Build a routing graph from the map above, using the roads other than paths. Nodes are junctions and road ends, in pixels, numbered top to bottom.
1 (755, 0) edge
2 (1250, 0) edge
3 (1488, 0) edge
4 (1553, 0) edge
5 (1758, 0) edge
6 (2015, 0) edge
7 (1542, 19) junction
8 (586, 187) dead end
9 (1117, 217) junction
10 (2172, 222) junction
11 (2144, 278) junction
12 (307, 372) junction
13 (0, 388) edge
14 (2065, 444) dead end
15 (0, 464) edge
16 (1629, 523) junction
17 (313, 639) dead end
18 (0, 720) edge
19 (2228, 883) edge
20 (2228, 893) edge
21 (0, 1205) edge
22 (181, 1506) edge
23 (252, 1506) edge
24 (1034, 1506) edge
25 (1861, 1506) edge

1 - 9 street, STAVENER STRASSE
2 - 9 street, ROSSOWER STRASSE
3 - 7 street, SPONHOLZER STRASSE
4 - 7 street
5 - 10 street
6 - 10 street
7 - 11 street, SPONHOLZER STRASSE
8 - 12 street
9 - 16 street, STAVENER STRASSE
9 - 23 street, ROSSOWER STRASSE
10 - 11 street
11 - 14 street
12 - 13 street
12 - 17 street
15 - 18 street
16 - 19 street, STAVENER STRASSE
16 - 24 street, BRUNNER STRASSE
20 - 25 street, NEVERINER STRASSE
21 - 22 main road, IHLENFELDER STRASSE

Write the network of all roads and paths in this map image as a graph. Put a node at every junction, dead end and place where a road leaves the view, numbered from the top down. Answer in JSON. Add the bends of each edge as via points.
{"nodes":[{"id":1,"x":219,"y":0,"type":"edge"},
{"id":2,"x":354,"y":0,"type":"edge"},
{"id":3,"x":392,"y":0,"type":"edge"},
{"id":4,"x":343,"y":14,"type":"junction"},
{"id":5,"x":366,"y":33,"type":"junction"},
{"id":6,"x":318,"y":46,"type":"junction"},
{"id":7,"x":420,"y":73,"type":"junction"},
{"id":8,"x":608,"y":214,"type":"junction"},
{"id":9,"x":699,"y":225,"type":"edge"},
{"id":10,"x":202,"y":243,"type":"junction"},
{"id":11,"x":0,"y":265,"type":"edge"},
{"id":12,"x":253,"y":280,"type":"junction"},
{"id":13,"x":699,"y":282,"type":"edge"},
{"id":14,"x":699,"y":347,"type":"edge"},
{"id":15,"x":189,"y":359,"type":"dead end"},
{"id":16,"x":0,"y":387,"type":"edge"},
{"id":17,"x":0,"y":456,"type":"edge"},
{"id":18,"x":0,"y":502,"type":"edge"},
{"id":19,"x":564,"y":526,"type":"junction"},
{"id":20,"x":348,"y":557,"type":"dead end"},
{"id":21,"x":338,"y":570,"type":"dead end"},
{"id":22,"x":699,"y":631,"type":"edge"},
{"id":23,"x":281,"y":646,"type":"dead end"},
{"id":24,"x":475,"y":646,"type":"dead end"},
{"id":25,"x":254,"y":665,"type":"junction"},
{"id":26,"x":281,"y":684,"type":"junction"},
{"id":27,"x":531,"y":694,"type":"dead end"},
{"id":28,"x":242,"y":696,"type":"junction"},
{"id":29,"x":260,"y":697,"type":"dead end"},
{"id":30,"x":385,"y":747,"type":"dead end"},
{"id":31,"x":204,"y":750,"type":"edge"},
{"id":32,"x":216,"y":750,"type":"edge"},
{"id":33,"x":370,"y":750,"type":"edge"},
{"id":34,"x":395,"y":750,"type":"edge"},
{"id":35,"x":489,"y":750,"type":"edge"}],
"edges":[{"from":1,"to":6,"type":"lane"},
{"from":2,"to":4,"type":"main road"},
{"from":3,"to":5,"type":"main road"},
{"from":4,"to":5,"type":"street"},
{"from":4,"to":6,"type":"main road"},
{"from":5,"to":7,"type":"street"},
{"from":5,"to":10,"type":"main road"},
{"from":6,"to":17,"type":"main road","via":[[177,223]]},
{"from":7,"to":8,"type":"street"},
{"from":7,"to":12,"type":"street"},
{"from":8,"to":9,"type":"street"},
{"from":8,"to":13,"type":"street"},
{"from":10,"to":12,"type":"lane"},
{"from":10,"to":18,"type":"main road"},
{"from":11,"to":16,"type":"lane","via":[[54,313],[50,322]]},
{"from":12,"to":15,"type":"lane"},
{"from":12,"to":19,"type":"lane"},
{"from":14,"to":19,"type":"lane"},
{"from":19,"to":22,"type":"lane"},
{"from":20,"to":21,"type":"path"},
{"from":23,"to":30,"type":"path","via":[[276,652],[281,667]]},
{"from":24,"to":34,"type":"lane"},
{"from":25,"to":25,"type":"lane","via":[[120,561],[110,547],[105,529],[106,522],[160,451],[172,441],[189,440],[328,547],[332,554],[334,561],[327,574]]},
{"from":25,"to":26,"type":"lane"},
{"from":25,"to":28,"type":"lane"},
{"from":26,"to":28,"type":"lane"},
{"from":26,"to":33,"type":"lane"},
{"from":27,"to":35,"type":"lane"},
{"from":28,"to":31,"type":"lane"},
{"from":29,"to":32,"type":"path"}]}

WHAT YOU SHOULD DO – Lines in the data that include the word "SPONHOLZER" should all be copied.

TASK RESPONSE –
3 - 7 street, SPONHOLZER STRASSE
7 - 11 street, SPONHOLZER STRASSE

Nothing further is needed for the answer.